RNA molecules engineered to fold into predefined conformations have enabled the design of a multitude of functional RNA devices in the field of synthetic biology and nanotechnology. More complex designs require efficient computational methods, which need to consider not only equilibrium thermodynamics but also the kinetics of structure formation. Here we present a novel type of RNA design that mimics the behavior of prions, that is, sequences capable of interaction-triggered autocatalytic replication of conformations. Our design was computed with the ViennaRNA package and is based on circular RNA that embeds domains amenable to intermolecular kissing interactions.
During the last decade, the field of synthetic biology has impressively illustrated that nucleic acids and in particular RNA molecules are reliable materials for the design and implementation of functional circuits as well as nano-scale devices and objects [18, 24, 1, 23]. The reasons for this success are grounded in the facts that for RNA (i) an experimentally measured energy model exists, (ii) regulation at the level of RNA molecules is faster than via the production of proteins, and (iii) design questions are more readily expressed in the discrete framework of binary base pairing than in continuous interactions between, say, the amino acids in proteins.
1.1 RNA Design
RNA molecules have been extensively engineered in the classical context of gene regulation. Successful designs include Boolean networks with miRNAs [27, 34, 47], synthetic RNA switches [22, 40, 17], and artificial ribozymes [43, 13]. In general, the RNA is optimized to switch conformations upon a hybridization interaction, in order to toggle between an on and an off state. Turberfield et al.  showed for DNA that such hybridization reactions are reversible by a mechanism called toehold exchange, which was later used to design reversible logic circuits  as well as transcriptional oscillators  and transcription regulators . Recently, multiple toehold switches have been integrated in vivo to activate gene expression in response to endogenous RNAs . Cascading of strand-displacement reactions allows for the construction of multi-component chemical reaction networks, exhibiting complex computational and information-processing abilities [50, 41].

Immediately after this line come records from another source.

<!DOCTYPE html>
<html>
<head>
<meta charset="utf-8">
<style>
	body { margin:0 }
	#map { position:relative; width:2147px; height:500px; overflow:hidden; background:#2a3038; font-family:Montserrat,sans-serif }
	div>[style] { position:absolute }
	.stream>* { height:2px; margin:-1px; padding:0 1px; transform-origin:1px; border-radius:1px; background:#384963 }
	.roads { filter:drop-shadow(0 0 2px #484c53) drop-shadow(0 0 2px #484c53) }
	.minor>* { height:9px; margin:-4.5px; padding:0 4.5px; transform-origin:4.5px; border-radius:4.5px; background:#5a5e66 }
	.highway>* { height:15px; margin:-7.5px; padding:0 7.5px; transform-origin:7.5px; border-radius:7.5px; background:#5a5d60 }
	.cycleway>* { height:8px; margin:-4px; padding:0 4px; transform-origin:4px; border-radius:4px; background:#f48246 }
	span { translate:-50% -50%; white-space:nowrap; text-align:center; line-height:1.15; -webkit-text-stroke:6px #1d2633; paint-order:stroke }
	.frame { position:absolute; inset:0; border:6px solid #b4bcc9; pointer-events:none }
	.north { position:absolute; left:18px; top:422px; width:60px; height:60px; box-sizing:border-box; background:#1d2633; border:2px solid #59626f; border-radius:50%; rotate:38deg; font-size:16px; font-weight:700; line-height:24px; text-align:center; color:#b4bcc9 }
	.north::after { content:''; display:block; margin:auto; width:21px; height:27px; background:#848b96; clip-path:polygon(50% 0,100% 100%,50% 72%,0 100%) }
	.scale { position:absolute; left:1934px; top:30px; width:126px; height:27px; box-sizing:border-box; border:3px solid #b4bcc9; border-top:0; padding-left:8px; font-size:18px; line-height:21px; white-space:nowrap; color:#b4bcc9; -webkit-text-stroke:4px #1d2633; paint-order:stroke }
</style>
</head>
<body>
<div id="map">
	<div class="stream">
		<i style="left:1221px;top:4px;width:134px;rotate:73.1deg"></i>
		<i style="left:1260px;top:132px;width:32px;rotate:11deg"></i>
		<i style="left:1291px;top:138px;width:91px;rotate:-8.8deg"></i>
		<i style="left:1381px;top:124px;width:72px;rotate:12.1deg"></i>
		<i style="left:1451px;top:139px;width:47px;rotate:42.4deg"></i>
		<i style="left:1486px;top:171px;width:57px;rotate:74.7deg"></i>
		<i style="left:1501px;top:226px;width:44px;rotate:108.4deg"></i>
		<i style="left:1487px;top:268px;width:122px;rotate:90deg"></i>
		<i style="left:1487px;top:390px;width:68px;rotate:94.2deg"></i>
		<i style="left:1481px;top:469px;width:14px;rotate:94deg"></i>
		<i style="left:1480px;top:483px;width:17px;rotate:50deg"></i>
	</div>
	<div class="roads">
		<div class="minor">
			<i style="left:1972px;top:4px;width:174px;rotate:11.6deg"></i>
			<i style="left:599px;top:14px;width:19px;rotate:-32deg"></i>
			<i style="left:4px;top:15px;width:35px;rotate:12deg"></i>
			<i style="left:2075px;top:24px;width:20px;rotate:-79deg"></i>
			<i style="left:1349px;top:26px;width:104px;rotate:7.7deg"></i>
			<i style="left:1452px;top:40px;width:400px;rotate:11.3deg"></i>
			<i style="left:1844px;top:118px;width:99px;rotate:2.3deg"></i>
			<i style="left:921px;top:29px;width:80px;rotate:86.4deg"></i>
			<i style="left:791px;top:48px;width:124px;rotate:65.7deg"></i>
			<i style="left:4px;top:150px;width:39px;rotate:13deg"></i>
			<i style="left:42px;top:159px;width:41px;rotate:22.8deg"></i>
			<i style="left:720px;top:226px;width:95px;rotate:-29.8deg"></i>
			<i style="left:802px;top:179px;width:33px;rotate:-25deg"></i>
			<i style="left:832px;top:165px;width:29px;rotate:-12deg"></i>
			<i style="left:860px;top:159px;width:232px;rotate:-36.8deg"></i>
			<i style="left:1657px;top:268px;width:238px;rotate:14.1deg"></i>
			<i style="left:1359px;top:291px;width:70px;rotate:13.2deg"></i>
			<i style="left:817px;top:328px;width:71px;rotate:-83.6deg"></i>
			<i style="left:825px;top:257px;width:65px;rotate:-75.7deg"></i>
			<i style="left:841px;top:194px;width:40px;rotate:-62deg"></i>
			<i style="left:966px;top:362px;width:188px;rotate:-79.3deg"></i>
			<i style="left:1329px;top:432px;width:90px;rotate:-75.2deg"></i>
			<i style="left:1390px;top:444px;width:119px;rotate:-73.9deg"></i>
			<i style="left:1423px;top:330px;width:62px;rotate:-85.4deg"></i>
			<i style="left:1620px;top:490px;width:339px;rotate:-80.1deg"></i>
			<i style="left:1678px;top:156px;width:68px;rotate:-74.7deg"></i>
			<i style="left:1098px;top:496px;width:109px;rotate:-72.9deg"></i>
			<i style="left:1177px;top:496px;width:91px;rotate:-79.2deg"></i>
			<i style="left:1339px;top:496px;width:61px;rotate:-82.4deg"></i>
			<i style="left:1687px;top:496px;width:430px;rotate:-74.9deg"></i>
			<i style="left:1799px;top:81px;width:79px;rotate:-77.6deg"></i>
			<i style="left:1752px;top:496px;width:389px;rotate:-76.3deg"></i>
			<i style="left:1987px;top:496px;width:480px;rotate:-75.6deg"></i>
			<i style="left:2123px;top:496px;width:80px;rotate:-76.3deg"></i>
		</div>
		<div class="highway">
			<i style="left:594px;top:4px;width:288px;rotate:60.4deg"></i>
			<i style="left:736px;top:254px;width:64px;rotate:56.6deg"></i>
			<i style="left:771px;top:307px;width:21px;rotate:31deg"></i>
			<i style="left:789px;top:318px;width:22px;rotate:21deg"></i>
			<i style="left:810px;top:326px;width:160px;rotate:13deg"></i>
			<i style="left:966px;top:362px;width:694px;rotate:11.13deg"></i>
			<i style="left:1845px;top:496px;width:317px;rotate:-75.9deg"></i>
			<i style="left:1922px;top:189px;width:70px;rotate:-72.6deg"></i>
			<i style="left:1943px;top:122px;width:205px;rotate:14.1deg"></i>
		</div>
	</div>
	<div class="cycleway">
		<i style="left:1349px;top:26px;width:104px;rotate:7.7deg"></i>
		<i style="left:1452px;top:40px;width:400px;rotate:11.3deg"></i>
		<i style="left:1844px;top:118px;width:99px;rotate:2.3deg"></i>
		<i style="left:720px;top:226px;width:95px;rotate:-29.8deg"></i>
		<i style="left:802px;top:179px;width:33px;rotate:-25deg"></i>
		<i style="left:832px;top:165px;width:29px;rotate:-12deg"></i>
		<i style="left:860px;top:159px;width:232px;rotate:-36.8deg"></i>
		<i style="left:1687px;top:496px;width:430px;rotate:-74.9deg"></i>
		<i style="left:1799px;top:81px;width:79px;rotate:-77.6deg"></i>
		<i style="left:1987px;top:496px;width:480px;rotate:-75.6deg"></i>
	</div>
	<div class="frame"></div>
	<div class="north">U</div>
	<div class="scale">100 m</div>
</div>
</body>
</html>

DNA and RNA hybridization effects are essential features for algorithmic self-assembly [36, 48] in nanotechnology. RNA nanoparticles have been constructed from smaller self-assembling units [6, 5, 16]. Small RNA motifs, such as complementary kissing hairpins, can be used to assemble complex 1D, 2D, and 3D shapes (for a recent review see ). Cayrol et al.  have found natural self-assemblies of the small RNA DsrA in E. coli, suggesting concentration-dependent RNA regulatory mechanisms via self-assembly.
The inherent complexity of nucleic-acid-based self-assembling systems makes it necessary to optimize hand-crafted designs computationally. Several energy-directed computational methods have been devised for the rational design of nucleic acid molecules that fold into single  or multiple [11, 21] predefined conformations or that form ensembles of interacting nucleic acid strands [49, 44]. While these methods carefully model equilibrium properties of the designed RNAs, they provide rudimentary or no support for designing kinetic properties, such as refolding times, which are much more expensive to compute and thus remain a challenge for computational design methods.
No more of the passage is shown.